Could be - we have to reinterpret a LOT of older lore in the new mechanics of the universe.

So I was reading back through the thread - somehow its getting 'temporally screwed'. I don't know how, but there are entire posts I missed, and there are a couple I responded to immediately after, that now have posts between. WEIRD. The 'Elder Evils' apparently don't like their cover blown.

quote:
From BadCatMan's earlier post
"Making the most of pre-dawn light, your trusted followers prowl the edge of the battlefield in search of suitable terrain. They release their heavy burden in a level clearing, and quickly set about their most urgent task. Your Bloodforge is fixed into the earth before the first rays of golden light touch the spires of the enemy stronghold. To calm your nerves, you recite the principles of warfare as instructed by the Great Mage."


Going by this, and some stuff I've worked-out about the BF's (Bloodforges), and taking some (very bad) artistic license, I did a mock-up of how I think they should look in D&D/FR (even if it does NOT agree with the VG).

The Bloodforge Wars

I wish I could say that was 'quick & dirty', but it actually took me a really long time, finding a swivel mirror I liked, and then pasting the rest together (and extending the original are higher, which is why its just a washed-out mess at the top). Its not supposed to be pretty (I wish it was); I just wanted to give people the same picture in their heads that I now have.

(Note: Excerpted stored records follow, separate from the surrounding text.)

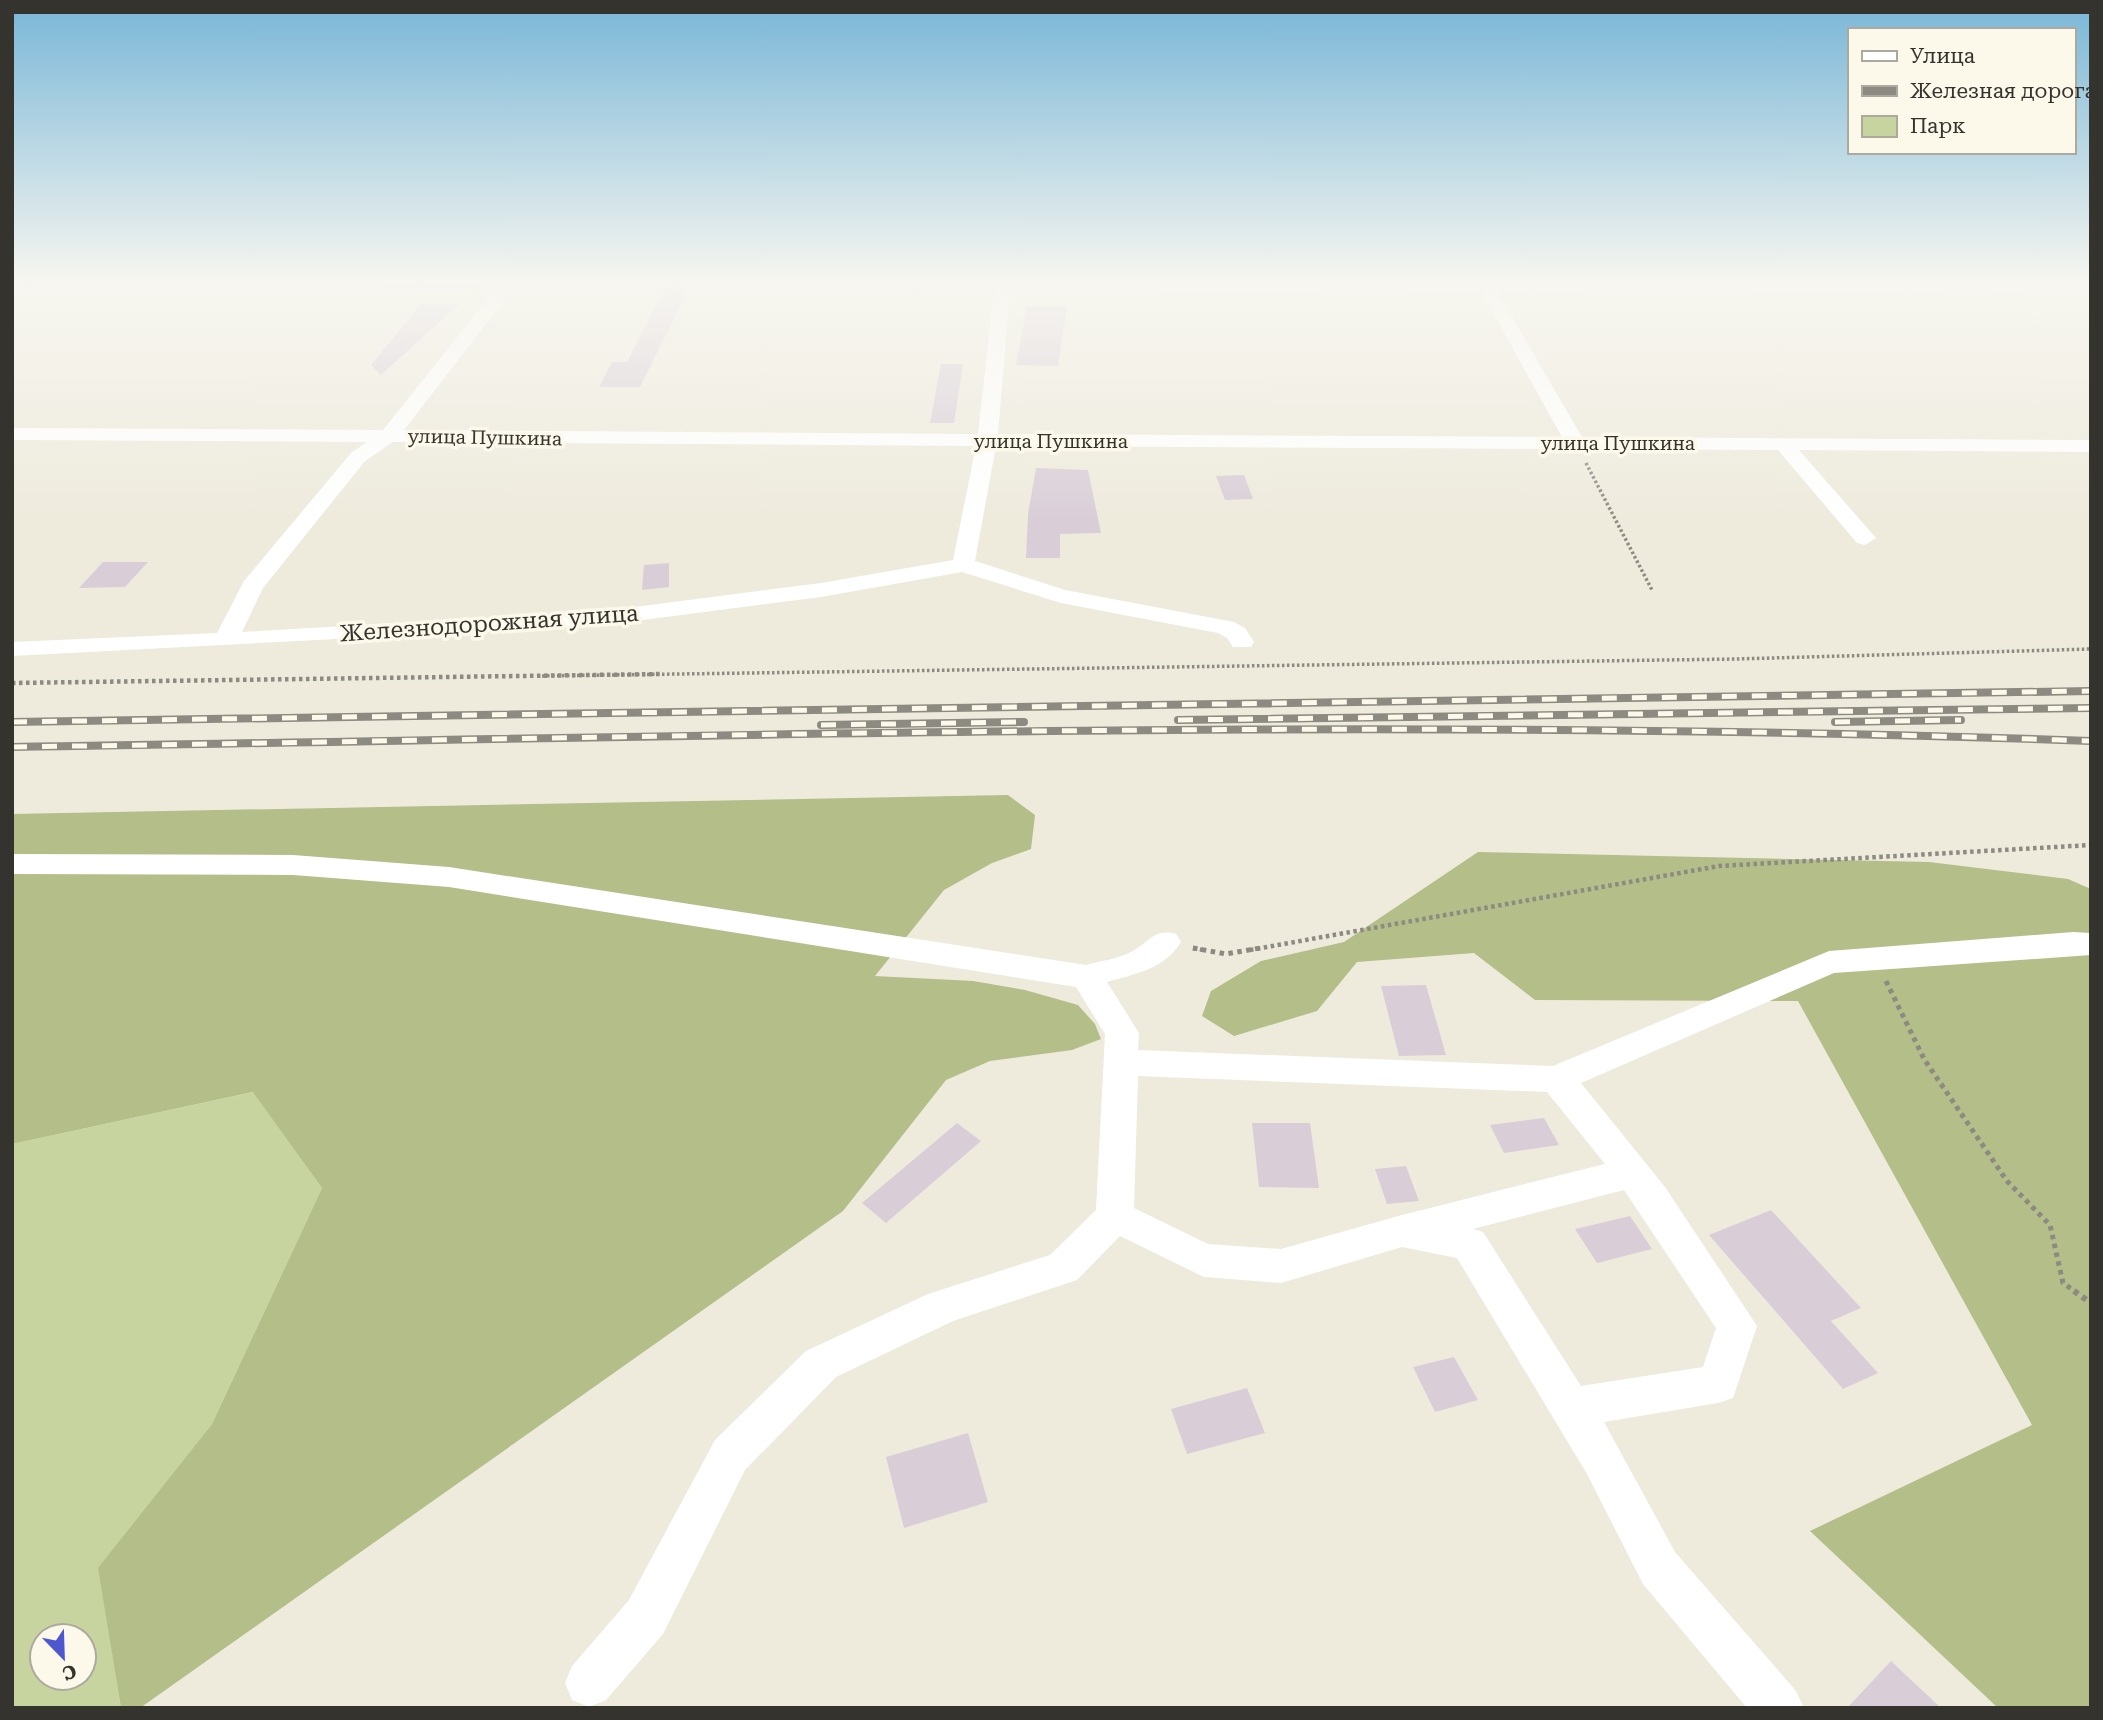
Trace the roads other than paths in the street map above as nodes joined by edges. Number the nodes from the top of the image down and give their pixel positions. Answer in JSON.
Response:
{"nodes":[{"id":1,"x":449,"y":360,"type":"edge"},
{"id":2,"x":995,"y":360,"type":"edge"},
{"id":3,"x":1528,"y":360,"type":"edge"},
{"id":4,"x":12,"y":434,"type":"edge"},
{"id":5,"x":389,"y":436,"type":"junction"},
{"id":6,"x":987,"y":441,"type":"junction"},
{"id":7,"x":1575,"y":443,"type":"junction"},
{"id":8,"x":1783,"y":444,"type":"junction"},
{"id":9,"x":2091,"y":446,"type":"edge"},
{"id":10,"x":1865,"y":538,"type":"dead end"},
{"id":11,"x":963,"y":565,"type":"junction"},
{"id":12,"x":226,"y":640,"type":"junction"},
{"id":13,"x":1242,"y":642,"type":"dead end"},
{"id":14,"x":12,"y":649,"type":"edge"},
{"id":15,"x":12,"y":864,"type":"edge"},
{"id":16,"x":1165,"y":942,"type":"road end"},
{"id":17,"x":2091,"y":944,"type":"edge"},
{"id":18,"x":1086,"y":977,"type":"junction"},
{"id":19,"x":1121,"y":1062,"type":"junction"},
{"id":20,"x":1556,"y":1079,"type":"junction"},
{"id":21,"x":1630,"y":1173,"type":"junction"},
{"id":22,"x":1115,"y":1216,"type":"junction"},
{"id":23,"x":1402,"y":1231,"type":"junction"},
{"id":24,"x":1570,"y":1408,"type":"junction"},
{"id":25,"x":589,"y":1683,"type":"dead end"},
{"id":26,"x":1779,"y":1708,"type":"edge"}],
"edges":[{"from":1,"to":5,"type":"street"},
{"from":2,"to":6,"type":"street"},
{"from":3,"to":7,"type":"street"},
{"from":4,"to":5,"type":"street","name":"улица Пушкина"},
{"from":5,"to":6,"type":"street","name":"улица Пушкина"},
{"from":5,"to":12,"type":"street"},
{"from":6,"to":7,"type":"street","name":"улица Пушкина"},
{"from":6,"to":11,"type":"street"},
{"from":7,"to":8,"type":"street","name":"улица Пушкина"},
{"from":8,"to":9,"type":"street","name":"улица Пушкина"},
{"from":8,"to":10,"type":"street"},
{"from":11,"to":12,"type":"street","name":"Железнодорожная улица"},
{"from":11,"to":13,"type":"street"},
{"from":12,"to":14,"type":"street","name":"Железнодорожная улица"},
{"from":15,"to":18,"type":"street"},
{"from":16,"to":18,"type":"street"},
{"from":17,"to":20,"type":"street"},
{"from":18,"to":19,"type":"street"},
{"from":19,"to":20,"type":"street"},
{"from":19,"to":22,"type":"street"},
{"from":20,"to":21,"type":"street"},
{"from":21,"to":23,"type":"street"},
{"from":21,"to":24,"type":"street"},
{"from":22,"to":23,"type":"street"},
{"from":22,"to":25,"type":"street"},
{"from":23,"to":24,"type":"street"},
{"from":24,"to":26,"type":"street"}]}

I picture it being a two-sided 'mirror' (the Easterns seem to like these for magic) - one side absorbs energy, and the other produces 'basal', or rather, a Basal Golem, which is really like a 'Magick Elemental'. For normal operating conditions, the back of it faces the sun* (or some other power source), and the front produces a golem (picture a concentrated beam of energy, not unlike the beam of light when we use a magnifying glass to burn an.. errr... leaves). Eventually the golem is fully formed,steps off the pre-placed platform, and the next one begins to spawn. Depending on the energy source and power level of said source, determines how quickly you can make them. Going by stuff I said earlier, using it with regular old solar energy gives you one per day (we can tweak this - just throwing numbers out right now).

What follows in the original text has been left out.